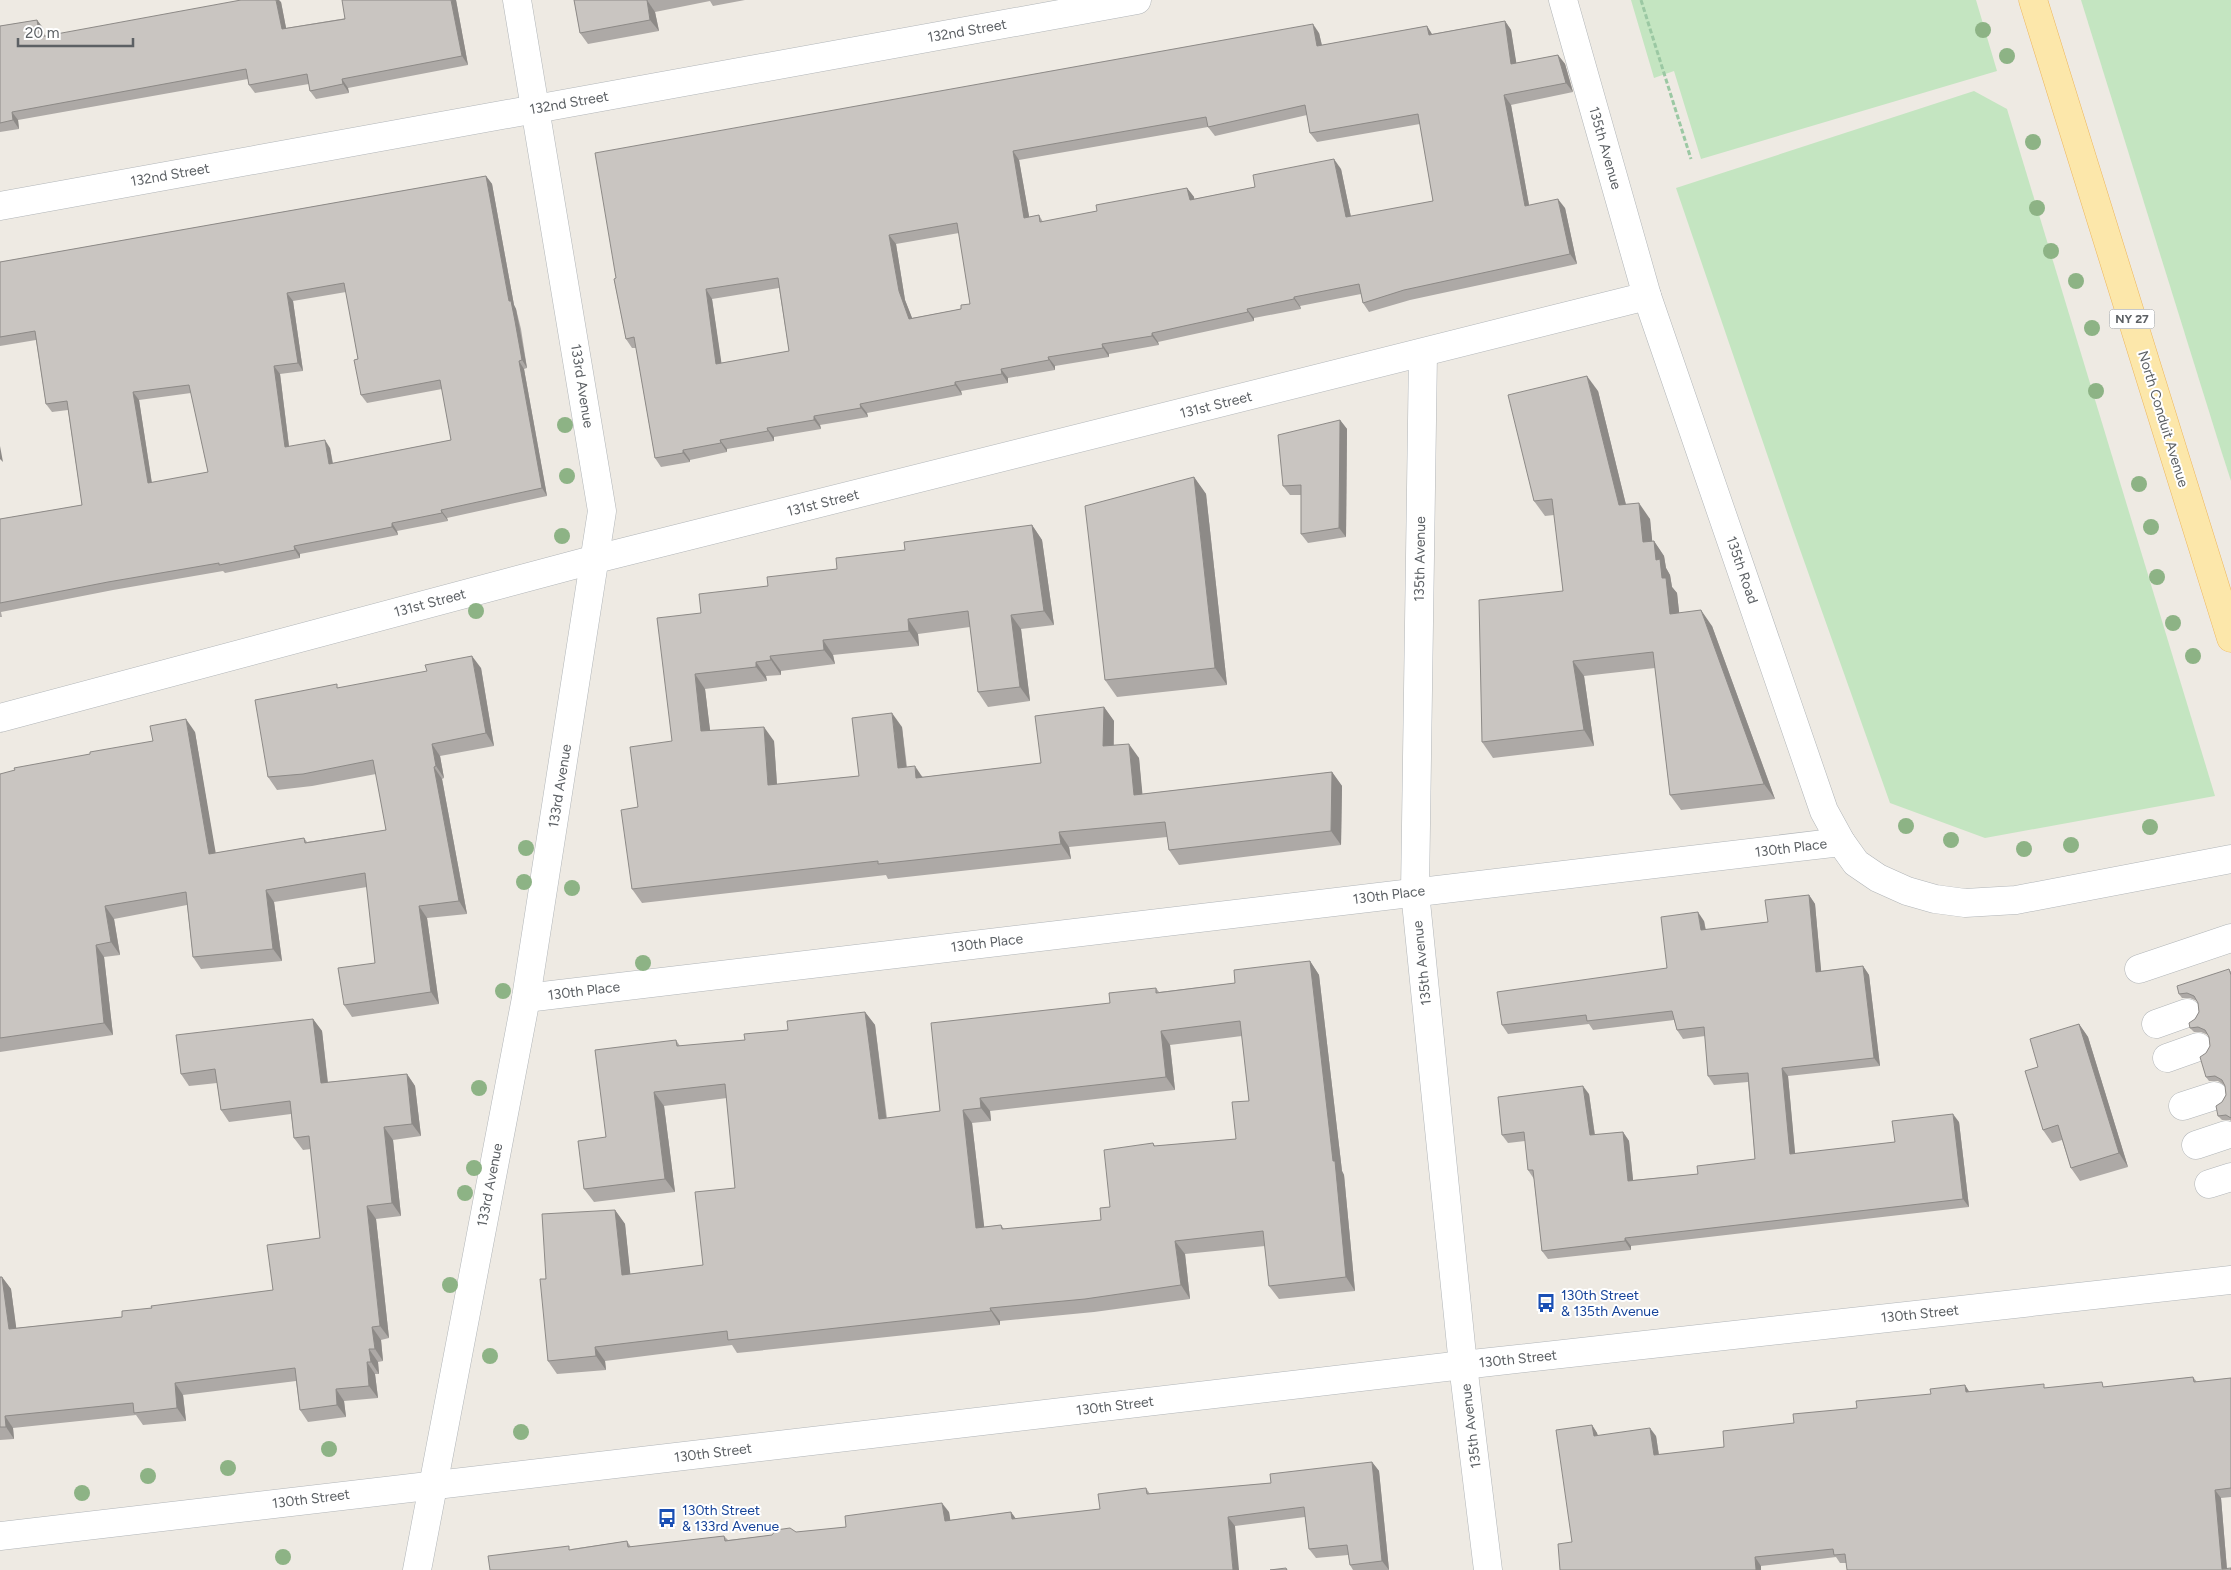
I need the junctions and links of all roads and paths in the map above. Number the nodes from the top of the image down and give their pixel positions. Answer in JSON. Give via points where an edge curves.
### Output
{"nodes":[{"id":1,"x":517,"y":0,"type":"edge"},
{"id":2,"x":1137,"y":0,"type":"edge"},
{"id":3,"x":1563,"y":0,"type":"edge"},
{"id":4,"x":1641,"y":0,"type":"edge"},
{"id":5,"x":2033,"y":0,"type":"edge"},
{"id":6,"x":536,"y":109,"type":"junction"},
{"id":7,"x":1691,"y":159,"type":"dead end"},
{"id":8,"x":0,"y":206,"type":"edge"},
{"id":9,"x":1647,"y":296,"type":"junction"},
{"id":10,"x":1422,"y":354,"type":"junction"},
{"id":11,"x":596,"y":559,"type":"junction"},
{"id":12,"x":2231,"y":638,"type":"edge"},
{"id":13,"x":0,"y":718,"type":"edge"},
{"id":14,"x":1841,"y":842,"type":"junction"},
{"id":15,"x":2231,"y":858,"type":"edge"},
{"id":16,"x":1415,"y":892,"type":"junction"},
{"id":17,"x":2231,"y":938,"type":"edge"},
{"id":18,"x":2139,"y":969,"type":"dead end"},
{"id":19,"x":526,"y":998,"type":"junction"},
{"id":20,"x":2188,"y":1013,"type":"dead end"},
{"id":21,"x":2156,"y":1024,"type":"dead end"},
{"id":22,"x":2198,"y":1047,"type":"dead end"},
{"id":23,"x":2167,"y":1058,"type":"dead end"},
{"id":24,"x":2214,"y":1096,"type":"dead end"},
{"id":25,"x":2183,"y":1106,"type":"dead end"},
{"id":26,"x":2226,"y":1135,"type":"dead end"},
{"id":27,"x":2196,"y":1146,"type":"dead end"},
{"id":28,"x":2231,"y":1280,"type":"edge"},
{"id":29,"x":1463,"y":1365,"type":"junction"},
{"id":30,"x":432,"y":1485,"type":"junction"},
{"id":31,"x":0,"y":1536,"type":"edge"},
{"id":32,"x":417,"y":1570,"type":"edge"},
{"id":33,"x":1488,"y":1570,"type":"edge"}],
"edges":[{"from":1,"to":6,"type":"street","name":"133rd Avenue"},
{"from":2,"to":6,"type":"street","name":"132nd Street"},
{"from":3,"to":9,"type":"street","name":"135th Avenue"},
{"from":4,"to":7,"type":"path"},
{"from":5,"to":12,"type":"main road","name":"North Conduit Avenue","number":"NY 27"},
{"from":6,"to":8,"type":"street","name":"132nd Street"},
{"from":6,"to":11,"type":"street","name":"133rd Avenue","via":[[602,511]]},
{"from":9,"to":10,"type":"street","name":"131st Street"},
{"from":9,"to":14,"type":"street","name":"135th Road","via":[[1824,811]]},
{"from":10,"to":11,"type":"street","name":"131st Street"},
{"from":10,"to":16,"type":"street","name":"135th Avenue"},
{"from":11,"to":13,"type":"street","name":"131st Street"},
{"from":11,"to":19,"type":"street","name":"133rd Avenue"},
{"from":14,"to":15,"type":"street","name":"130th Place","via":[[1856,863],[1878,878],[1907,891],[1965,903],[2016,900]]},
{"from":14,"to":16,"type":"street","name":"130th Place"},
{"from":16,"to":19,"type":"street","name":"130th Place"},
{"from":16,"to":29,"type":"street","name":"135th Avenue"},
{"from":17,"to":18,"type":"street"},
{"from":19,"to":30,"type":"street","name":"133rd Avenue"},
{"from":20,"to":21,"type":"street"},
{"from":22,"to":23,"type":"street"},
{"from":24,"to":25,"type":"street"},
{"from":26,"to":27,"type":"street"},
{"from":28,"to":29,"type":"street","name":"130th Street"},
{"from":29,"to":30,"type":"street","name":"130th Street"},
{"from":29,"to":33,"type":"street","name":"135th Avenue"},
{"from":30,"to":31,"type":"street","name":"130th Street"},
{"from":30,"to":32,"type":"street","name":"133rd Avenue"}]}
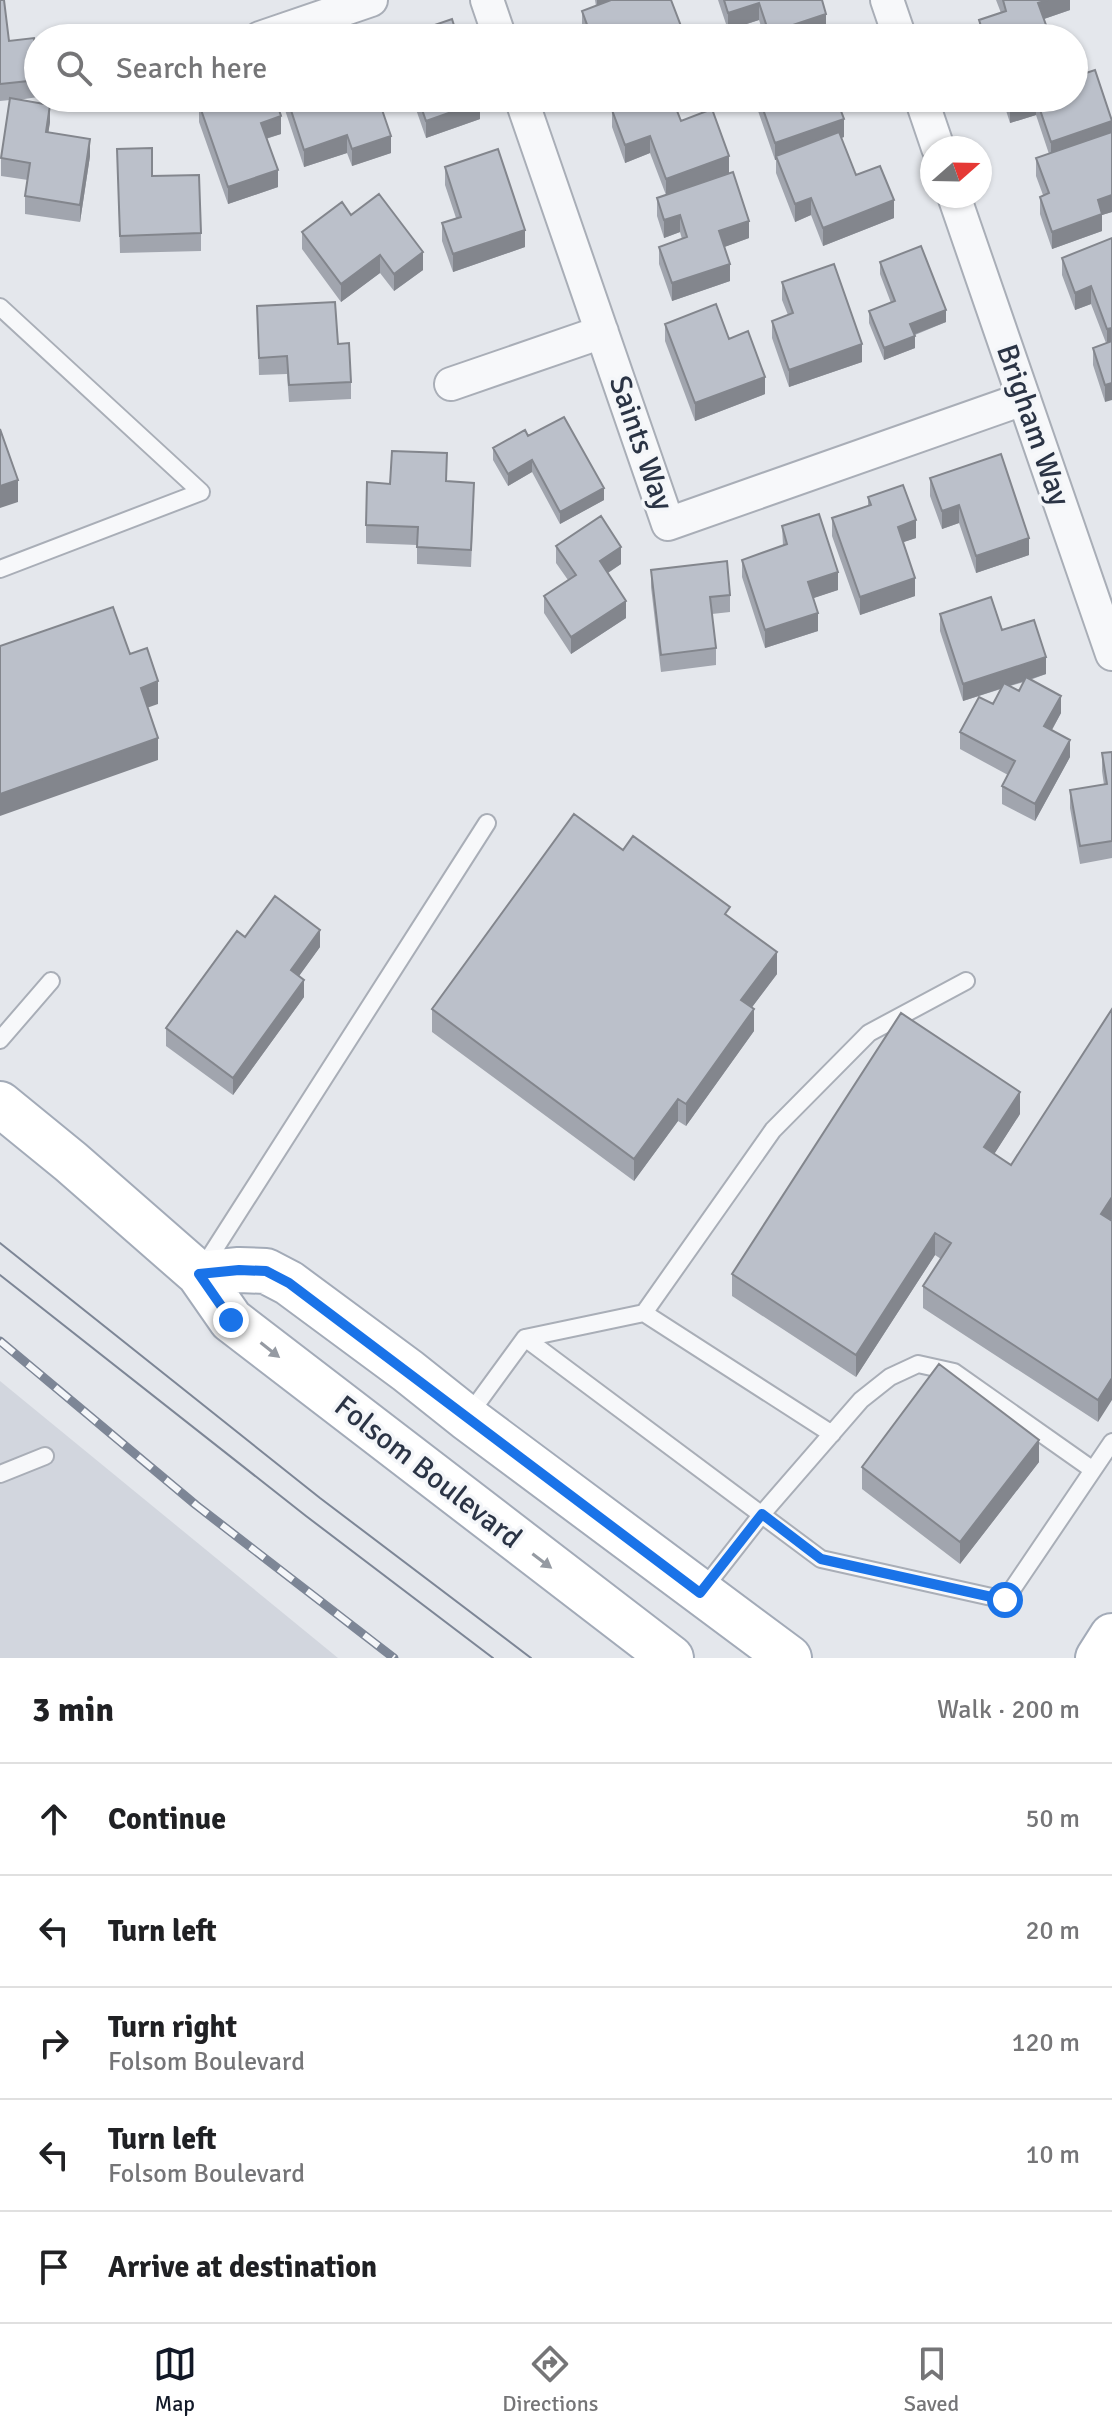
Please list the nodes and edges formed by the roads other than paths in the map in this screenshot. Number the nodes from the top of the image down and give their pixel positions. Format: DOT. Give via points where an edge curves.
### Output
graph roads {
  1 [pos="371,0"];
  2 [pos="487,0"];
  3 [pos="887,0"];
  4 [pos="301,24"];
  5 [pos="495,24"];
  6 [pos="895,24"];
  7 [pos="526,112"];
  8 [pos="926,112"];
  9 [pos="934,136"];
  10 [pos="958,208"];
  11 [pos="0,307"];
  12 [pos="602,332"];
  13 [pos="451,384"];
  14 [pos="1023,399"];
  15 [pos="0,569"];
  16 [pos="1112,654"];
  17 [pos="487,823"];
  18 [pos="51,981"];
  19 [pos="966,981"];
  20 [pos="0,1040"];
  21 [pos="0,1104"];
  22 [pos="199,1274"];
  23 [pos="644,1313"];
  24 [pos="525,1338"];
  25 [pos="467,1418"];
  26 [pos="832,1434"];
  27 [pos="1112,1442"];
  28 [pos="45,1456"];
  29 [pos="1093,1470"];
  30 [pos="0,1474"];
  31 [pos="762,1514"];
  32 [pos="700,1593"];
  33 [pos="1112,1636"];
  34 [pos="671,1658"];
  35 [pos="789,1658"];
  36 [pos="1098,1658"];
  1 -- 4 [label="street"];
  2 -- 5 [label="street"];
  3 -- 6 [label="street"];
  7 -- 12 [label="street, Saints Way"];
  8 -- 9 [label="street"];
  10 -- 14 [label="street, Brigham Way"];
  11 -- 15 [label="lane" via="201,492"];
  12 -- 13 [label="street"];
  12 -- 14 [label="street, Saints Way" via="668,524"];
  14 -- 16 [label="street, Brigham Way"];
  17 -- 22 [label="lane"];
  18 -- 20 [label="lane"];
  19 -- 23 [label="lane" via="869,1033 773,1130"];
  21 -- 22 [label="main road, Folsom Boulevard"];
  22 -- 25 [label="main road" via="266,1271 289,1283"];
  22 -- 34 [label="main road, Folsom Boulevard, one-way" via="231,1320"];
  23 -- 24 [label="lane"];
  23 -- 26 [label="lane"];
  24 -- 25 [label="lane"];
  24 -- 31 [label="lane"];
  25 -- 32 [label="main road"];
  26 -- 29 [label="lane" via="861,1400 918,1364 954,1372"];
  26 -- 31 [label="lane"];
  27 -- 29 [label="lane"];
  28 -- 30 [label="lane"];
  29 -- 31 [label="lane" via="1005,1600 821,1559"];
  31 -- 32 [label="lane"];
  32 -- 35 [label="main road"];
  33 -- 36 [label="main road"];
}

+++++

◆ About this exercise
Write the listing out exactly, apart from its pictures.

◆ Task output
I need the junctions and links of all roads and paths in the map above. Number the nodes from the top of the image down and give their pixel positions. Answer in JSON. Give via points where an edge curves.
### Output
{"nodes":[{"id":1,"x":517,"y":0,"type":"edge"},
{"id":2,"x":1137,"y":0,"type":"edge"},
{"id":3,"x":1563,"y":0,"type":"edge"},
{"id":4,"x":1641,"y":0,"type":"edge"},
{"id":5,"x":2033,"y":0,"type":"edge"},
{"id":6,"x":536,"y":109,"type":"junction"},
{"id":7,"x":1691,"y":159,"type":"dead end"},
{"id":8,"x":0,"y":206,"type":"edge"},
{"id":9,"x":1647,"y":296,"type":"junction"},
{"id":10,"x":1422,"y":354,"type":"junction"},
{"id":11,"x":596,"y":559,"type":"junction"},
{"id":12,"x":2231,"y":638,"type":"edge"},
{"id":13,"x":0,"y":718,"type":"edge"},
{"id":14,"x":1841,"y":842,"type":"junction"},
{"id":15,"x":2231,"y":858,"type":"edge"},
{"id":16,"x":1415,"y":892,"type":"junction"},
{"id":17,"x":2231,"y":938,"type":"edge"},
{"id":18,"x":2139,"y":969,"type":"dead end"},
{"id":19,"x":526,"y":998,"type":"junction"},
{"id":20,"x":2188,"y":1013,"type":"dead end"},
{"id":21,"x":2156,"y":1024,"type":"dead end"},
{"id":22,"x":2198,"y":1047,"type":"dead end"},
{"id":23,"x":2167,"y":1058,"type":"dead end"},
{"id":24,"x":2214,"y":1096,"type":"dead end"},
{"id":25,"x":2183,"y":1106,"type":"dead end"},
{"id":26,"x":2226,"y":1135,"type":"dead end"},
{"id":27,"x":2196,"y":1146,"type":"dead end"},
{"id":28,"x":2231,"y":1280,"type":"edge"},
{"id":29,"x":1463,"y":1365,"type":"junction"},
{"id":30,"x":432,"y":1485,"type":"junction"},
{"id":31,"x":0,"y":1536,"type":"edge"},
{"id":32,"x":417,"y":1570,"type":"edge"},
{"id":33,"x":1488,"y":1570,"type":"edge"}],
"edges":[{"from":1,"to":6,"type":"street","name":"133rd Avenue"},
{"from":2,"to":6,"type":"street","name":"132nd Street"},
{"from":3,"to":9,"type":"street","name":"135th Avenue"},
{"from":4,"to":7,"type":"path"},
{"from":5,"to":12,"type":"main road","name":"North Conduit Avenue","number":"NY 27"},
{"from":6,"to":8,"type":"street","name":"132nd Street"},
{"from":6,"to":11,"type":"street","name":"133rd Avenue","via":[[602,511]]},
{"from":9,"to":10,"type":"street","name":"131st Street"},
{"from":9,"to":14,"type":"street","name":"135th Road","via":[[1824,811]]},
{"from":10,"to":11,"type":"street","name":"131st Street"},
{"from":10,"to":16,"type":"street","name":"135th Avenue"},
{"from":11,"to":13,"type":"street","name":"131st Street"},
{"from":11,"to":19,"type":"street","name":"133rd Avenue"},
{"from":14,"to":15,"type":"street","name":"130th Place","via":[[1856,863],[1878,878],[1907,891],[1965,903],[2016,900]]},
{"from":14,"to":16,"type":"street","name":"130th Place"},
{"from":16,"to":19,"type":"street","name":"130th Place"},
{"from":16,"to":29,"type":"street","name":"135th Avenue"},
{"from":17,"to":18,"type":"street"},
{"from":19,"to":30,"type":"street","name":"133rd Avenue"},
{"from":20,"to":21,"type":"street"},
{"from":22,"to":23,"type":"street"},
{"from":24,"to":25,"type":"street"},
{"from":26,"to":27,"type":"street"},
{"from":28,"to":29,"type":"street","name":"130th Street"},
{"from":29,"to":30,"type":"street","name":"130th Street"},
{"from":29,"to":33,"type":"street","name":"135th Avenue"},
{"from":30,"to":31,"type":"street","name":"130th Street"},
{"from":30,"to":32,"type":"street","name":"133rd Avenue"}]}
Please list the nodes and edges formed by the roads other than paths in the map in this screenshot. Number the nodes from the top of the image down and give their pixel positions. Format: DOT. Give via points where an edge curves.
### Output
graph roads {
  1 [pos="371,0"];
  2 [pos="487,0"];
  3 [pos="887,0"];
  4 [pos="301,24"];
  5 [pos="495,24"];
  6 [pos="895,24"];
  7 [pos="526,112"];
  8 [pos="926,112"];
  9 [pos="934,136"];
  10 [pos="958,208"];
  11 [pos="0,307"];
  12 [pos="602,332"];
  13 [pos="451,384"];
  14 [pos="1023,399"];
  15 [pos="0,569"];
  16 [pos="1112,654"];
  17 [pos="487,823"];
  18 [pos="51,981"];
  19 [pos="966,981"];
  20 [pos="0,1040"];
  21 [pos="0,1104"];
  22 [pos="199,1274"];
  23 [pos="644,1313"];
  24 [pos="525,1338"];
  25 [pos="467,1418"];
  26 [pos="832,1434"];
  27 [pos="1112,1442"];
  28 [pos="45,1456"];
  29 [pos="1093,1470"];
  30 [pos="0,1474"];
  31 [pos="762,1514"];
  32 [pos="700,1593"];
  33 [pos="1112,1636"];
  34 [pos="671,1658"];
  35 [pos="789,1658"];
  36 [pos="1098,1658"];
  1 -- 4 [label="street"];
  2 -- 5 [label="street"];
  3 -- 6 [label="street"];
  7 -- 12 [label="street, Saints Way"];
  8 -- 9 [label="street"];
  10 -- 14 [label="street, Brigham Way"];
  11 -- 15 [label="lane" via="201,492"];
  12 -- 13 [label="street"];
  12 -- 14 [label="street, Saints Way" via="668,524"];
  14 -- 16 [label="street, Brigham Way"];
  17 -- 22 [label="lane"];
  18 -- 20 [label="lane"];
  19 -- 23 [label="lane" via="869,1033 773,1130"];
  21 -- 22 [label="main road, Folsom Boulevard"];
  22 -- 25 [label="main road" via="266,1271 289,1283"];
  22 -- 34 [label="main road, Folsom Boulevard, one-way" via="231,1320"];
  23 -- 24 [label="lane"];
  23 -- 26 [label="lane"];
  24 -- 25 [label="lane"];
  24 -- 31 [label="lane"];
  25 -- 32 [label="main road"];
  26 -- 29 [label="lane" via="861,1400 918,1364 954,1372"];
  26 -- 31 [label="lane"];
  27 -- 29 [label="lane"];
  28 -- 30 [label="lane"];
  29 -- 31 [label="lane" via="1005,1600 821,1559"];
  31 -- 32 [label="lane"];
  32 -- 35 [label="main road"];
  33 -- 36 [label="main road"];
}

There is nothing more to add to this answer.